* EXERCISE DESCRIPTION: The answer should be an exact repeat of the stretch of material below from the line containing "M 0,156 L 61,195" through the line containing "M 960,63 L 995,0".

* WORKING DATA:
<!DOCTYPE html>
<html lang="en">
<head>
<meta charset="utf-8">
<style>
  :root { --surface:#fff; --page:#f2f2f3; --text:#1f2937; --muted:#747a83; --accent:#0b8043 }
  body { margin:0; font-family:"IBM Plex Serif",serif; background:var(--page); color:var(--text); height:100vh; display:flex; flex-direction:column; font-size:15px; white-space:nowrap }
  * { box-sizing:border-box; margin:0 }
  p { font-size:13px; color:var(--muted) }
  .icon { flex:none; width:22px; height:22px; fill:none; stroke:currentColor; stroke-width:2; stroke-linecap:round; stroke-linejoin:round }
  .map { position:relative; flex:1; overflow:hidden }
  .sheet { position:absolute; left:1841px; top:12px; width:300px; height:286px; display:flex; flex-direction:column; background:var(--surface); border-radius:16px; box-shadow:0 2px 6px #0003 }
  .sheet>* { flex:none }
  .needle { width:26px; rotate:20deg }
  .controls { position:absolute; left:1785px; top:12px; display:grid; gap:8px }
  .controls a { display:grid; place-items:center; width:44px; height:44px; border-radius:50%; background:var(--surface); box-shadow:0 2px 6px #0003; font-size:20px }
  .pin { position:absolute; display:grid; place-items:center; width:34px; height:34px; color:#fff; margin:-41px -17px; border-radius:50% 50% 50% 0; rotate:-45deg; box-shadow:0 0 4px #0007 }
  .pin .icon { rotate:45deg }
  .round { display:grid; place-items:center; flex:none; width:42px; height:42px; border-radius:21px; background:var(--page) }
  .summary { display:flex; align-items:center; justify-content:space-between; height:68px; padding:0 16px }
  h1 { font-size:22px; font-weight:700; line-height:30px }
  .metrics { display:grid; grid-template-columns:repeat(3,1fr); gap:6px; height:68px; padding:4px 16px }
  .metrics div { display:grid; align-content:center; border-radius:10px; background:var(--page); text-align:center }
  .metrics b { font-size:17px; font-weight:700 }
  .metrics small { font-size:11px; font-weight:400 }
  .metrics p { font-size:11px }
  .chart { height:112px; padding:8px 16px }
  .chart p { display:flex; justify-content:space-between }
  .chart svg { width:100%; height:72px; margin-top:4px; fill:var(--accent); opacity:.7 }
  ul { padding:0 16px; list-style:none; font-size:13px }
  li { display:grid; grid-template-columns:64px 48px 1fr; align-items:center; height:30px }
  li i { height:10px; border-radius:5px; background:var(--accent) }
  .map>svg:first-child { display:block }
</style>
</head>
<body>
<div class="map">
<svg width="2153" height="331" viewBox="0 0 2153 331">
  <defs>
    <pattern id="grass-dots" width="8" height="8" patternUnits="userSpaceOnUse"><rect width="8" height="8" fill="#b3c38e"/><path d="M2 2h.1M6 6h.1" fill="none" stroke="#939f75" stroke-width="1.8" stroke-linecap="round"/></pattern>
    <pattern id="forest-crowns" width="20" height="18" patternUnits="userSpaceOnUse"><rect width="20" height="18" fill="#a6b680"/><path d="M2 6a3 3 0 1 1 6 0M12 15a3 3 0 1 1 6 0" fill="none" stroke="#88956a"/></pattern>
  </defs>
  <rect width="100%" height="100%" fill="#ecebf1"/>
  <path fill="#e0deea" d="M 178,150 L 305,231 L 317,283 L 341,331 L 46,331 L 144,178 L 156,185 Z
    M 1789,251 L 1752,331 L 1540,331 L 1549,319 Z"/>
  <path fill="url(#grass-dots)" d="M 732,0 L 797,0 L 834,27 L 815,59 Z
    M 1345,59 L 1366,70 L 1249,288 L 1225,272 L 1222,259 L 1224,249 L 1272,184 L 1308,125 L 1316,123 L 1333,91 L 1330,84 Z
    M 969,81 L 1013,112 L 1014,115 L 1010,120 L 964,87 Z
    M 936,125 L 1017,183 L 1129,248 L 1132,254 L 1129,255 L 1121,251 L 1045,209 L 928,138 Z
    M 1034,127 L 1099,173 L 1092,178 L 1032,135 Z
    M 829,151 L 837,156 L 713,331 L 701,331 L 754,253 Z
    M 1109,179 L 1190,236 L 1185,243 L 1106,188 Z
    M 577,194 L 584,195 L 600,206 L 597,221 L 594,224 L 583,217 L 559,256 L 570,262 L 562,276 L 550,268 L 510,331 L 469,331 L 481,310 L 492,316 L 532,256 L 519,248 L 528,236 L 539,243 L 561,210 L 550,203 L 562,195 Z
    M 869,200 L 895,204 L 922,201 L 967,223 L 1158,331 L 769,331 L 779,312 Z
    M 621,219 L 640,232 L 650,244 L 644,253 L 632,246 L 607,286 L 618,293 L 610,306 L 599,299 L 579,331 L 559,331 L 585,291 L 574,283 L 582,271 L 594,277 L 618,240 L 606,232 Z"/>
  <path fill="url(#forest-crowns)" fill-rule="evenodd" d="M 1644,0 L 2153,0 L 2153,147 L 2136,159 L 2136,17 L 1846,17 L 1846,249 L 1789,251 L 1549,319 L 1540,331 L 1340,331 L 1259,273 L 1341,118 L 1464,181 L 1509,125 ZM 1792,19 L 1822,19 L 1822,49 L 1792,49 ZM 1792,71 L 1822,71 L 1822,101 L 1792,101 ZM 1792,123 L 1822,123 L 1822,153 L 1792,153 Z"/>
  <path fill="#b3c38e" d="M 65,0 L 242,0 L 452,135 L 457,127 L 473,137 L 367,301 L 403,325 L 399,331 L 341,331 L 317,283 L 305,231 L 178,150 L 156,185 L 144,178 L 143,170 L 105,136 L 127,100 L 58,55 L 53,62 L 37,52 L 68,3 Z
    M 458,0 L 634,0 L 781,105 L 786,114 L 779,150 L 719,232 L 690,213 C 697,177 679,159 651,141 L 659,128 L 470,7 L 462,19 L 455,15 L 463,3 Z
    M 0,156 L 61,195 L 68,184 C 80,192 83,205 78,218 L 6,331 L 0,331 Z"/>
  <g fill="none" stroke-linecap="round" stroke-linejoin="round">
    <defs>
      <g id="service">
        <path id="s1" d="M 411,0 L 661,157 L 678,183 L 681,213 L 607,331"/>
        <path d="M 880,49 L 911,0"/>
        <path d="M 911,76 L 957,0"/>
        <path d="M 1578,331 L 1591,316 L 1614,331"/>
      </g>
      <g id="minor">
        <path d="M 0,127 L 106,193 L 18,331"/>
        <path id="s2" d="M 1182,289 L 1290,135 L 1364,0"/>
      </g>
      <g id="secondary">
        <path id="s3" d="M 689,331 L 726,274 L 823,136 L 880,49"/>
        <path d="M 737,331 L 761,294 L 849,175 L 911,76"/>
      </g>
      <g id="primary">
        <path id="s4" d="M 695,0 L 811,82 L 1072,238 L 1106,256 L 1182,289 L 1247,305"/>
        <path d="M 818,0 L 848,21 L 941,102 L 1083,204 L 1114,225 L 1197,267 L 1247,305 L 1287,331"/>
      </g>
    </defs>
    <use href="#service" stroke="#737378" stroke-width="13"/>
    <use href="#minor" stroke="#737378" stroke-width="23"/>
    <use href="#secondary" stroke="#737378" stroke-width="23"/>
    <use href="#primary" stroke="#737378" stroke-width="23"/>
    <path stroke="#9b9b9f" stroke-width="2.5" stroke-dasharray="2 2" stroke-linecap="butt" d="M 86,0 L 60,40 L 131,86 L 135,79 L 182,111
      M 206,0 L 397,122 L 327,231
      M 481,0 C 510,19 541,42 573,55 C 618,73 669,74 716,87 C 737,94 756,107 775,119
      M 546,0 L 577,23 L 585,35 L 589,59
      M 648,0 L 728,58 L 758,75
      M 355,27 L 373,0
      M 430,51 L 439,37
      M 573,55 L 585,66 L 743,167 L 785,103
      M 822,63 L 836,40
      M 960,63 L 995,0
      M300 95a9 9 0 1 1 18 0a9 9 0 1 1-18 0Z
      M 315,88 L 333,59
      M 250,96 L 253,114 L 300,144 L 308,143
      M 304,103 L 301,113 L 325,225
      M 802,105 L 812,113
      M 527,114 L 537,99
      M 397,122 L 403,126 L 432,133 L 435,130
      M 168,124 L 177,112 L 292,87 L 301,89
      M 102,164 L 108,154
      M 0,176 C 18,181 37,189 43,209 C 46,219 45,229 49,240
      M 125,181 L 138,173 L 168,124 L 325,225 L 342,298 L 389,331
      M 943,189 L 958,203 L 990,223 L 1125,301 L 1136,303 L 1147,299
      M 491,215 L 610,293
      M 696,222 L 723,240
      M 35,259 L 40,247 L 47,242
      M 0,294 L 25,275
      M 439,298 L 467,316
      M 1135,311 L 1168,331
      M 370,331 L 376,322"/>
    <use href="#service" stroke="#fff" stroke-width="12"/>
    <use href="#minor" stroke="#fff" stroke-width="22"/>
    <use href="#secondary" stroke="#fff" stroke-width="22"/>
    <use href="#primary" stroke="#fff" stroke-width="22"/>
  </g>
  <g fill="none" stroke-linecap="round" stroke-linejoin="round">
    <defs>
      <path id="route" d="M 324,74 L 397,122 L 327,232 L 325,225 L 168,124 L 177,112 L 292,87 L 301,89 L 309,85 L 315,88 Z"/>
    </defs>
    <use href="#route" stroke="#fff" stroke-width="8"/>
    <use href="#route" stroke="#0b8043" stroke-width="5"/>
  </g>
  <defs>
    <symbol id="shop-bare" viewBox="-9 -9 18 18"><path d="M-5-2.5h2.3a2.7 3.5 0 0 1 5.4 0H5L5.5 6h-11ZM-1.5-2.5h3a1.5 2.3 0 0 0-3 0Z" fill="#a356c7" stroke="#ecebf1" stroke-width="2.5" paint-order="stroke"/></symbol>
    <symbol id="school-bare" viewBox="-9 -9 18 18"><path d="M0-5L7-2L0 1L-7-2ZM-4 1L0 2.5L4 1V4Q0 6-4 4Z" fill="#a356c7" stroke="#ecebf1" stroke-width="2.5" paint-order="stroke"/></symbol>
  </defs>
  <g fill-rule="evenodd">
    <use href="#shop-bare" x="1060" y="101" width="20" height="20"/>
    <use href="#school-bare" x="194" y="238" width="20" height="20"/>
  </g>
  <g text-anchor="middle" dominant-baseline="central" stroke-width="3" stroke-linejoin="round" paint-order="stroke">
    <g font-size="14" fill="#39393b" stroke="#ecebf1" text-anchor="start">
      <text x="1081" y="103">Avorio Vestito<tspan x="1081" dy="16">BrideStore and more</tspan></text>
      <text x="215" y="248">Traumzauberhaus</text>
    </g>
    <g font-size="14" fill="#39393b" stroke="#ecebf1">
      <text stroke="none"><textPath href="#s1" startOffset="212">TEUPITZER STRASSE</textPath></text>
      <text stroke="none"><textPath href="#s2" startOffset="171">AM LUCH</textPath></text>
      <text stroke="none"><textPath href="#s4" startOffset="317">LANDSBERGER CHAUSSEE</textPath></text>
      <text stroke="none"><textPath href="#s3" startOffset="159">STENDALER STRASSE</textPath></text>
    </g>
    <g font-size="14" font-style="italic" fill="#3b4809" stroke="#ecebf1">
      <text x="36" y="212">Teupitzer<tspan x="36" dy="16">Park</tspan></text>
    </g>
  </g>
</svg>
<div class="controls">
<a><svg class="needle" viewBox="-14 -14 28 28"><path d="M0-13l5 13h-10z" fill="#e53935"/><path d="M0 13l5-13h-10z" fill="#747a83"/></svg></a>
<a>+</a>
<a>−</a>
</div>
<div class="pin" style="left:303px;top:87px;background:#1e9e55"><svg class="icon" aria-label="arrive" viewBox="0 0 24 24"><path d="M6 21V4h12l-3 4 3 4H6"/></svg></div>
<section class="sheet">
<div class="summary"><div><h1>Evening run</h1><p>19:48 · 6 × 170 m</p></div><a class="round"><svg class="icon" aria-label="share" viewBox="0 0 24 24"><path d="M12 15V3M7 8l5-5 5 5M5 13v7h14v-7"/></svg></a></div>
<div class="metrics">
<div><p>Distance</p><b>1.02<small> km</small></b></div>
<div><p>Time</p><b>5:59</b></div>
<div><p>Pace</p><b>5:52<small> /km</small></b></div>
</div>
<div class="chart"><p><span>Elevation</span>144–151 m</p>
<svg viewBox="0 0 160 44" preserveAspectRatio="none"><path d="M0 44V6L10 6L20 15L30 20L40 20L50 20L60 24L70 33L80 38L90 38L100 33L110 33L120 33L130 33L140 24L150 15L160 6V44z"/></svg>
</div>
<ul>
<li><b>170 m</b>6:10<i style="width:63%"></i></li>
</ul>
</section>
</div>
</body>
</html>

* WRITTEN SOLUTION:
    M 0,156 L 61,195 L 68,184 C 80,192 83,205 78,218 L 6,331 L 0,331 Z"/>
  <g fill="none" stroke-linecap="round" stroke-linejoin="round">
    <defs>
      <g id="service">
        <path id="s1" d="M 411,0 L 661,157 L 678,183 L 681,213 L 607,331"/>
        <path d="M 880,49 L 911,0"/>
        <path d="M 911,76 L 957,0"/>
        <path d="M 1578,331 L 1591,316 L 1614,331"/>
      </g>
      <g id="minor">
        <path d="M 0,127 L 106,193 L 18,331"/>
        <path id="s2" d="M 1182,289 L 1290,135 L 1364,0"/>
      </g>
      <g id="secondary">
        <path id="s3" d="M 689,331 L 726,274 L 823,136 L 880,49"/>
        <path d="M 737,331 L 761,294 L 849,175 L 911,76"/>
      </g>
      <g id="primary">
        <path id="s4" d="M 695,0 L 811,82 L 1072,238 L 1106,256 L 1182,289 L 1247,305"/>
        <path d="M 818,0 L 848,21 L 941,102 L 1083,204 L 1114,225 L 1197,267 L 1247,305 L 1287,331"/>
      </g>
    </defs>
    <use href="#service" stroke="#737378" stroke-width="13"/>
    <use href="#minor" stroke="#737378" stroke-width="23"/>
    <use href="#secondary" stroke="#737378" stroke-width="23"/>
    <use href="#primary" stroke="#737378" stroke-width="23"/>
    <path stroke="#9b9b9f" stroke-width="2.5" stroke-dasharray="2 2" stroke-linecap="butt" d="M 86,0 L 60,40 L 131,86 L 135,79 L 182,111
      M 206,0 L 397,122 L 327,231
      M 481,0 C 510,19 541,42 573,55 C 618,73 669,74 716,87 C 737,94 756,107 775,119
      M 546,0 L 577,23 L 585,35 L 589,59
      M 648,0 L 728,58 L 758,75
      M 355,27 L 373,0
      M 430,51 L 439,37
      M 573,55 L 585,66 L 743,167 L 785,103
      M 822,63 L 836,40
      M 960,63 L 995,0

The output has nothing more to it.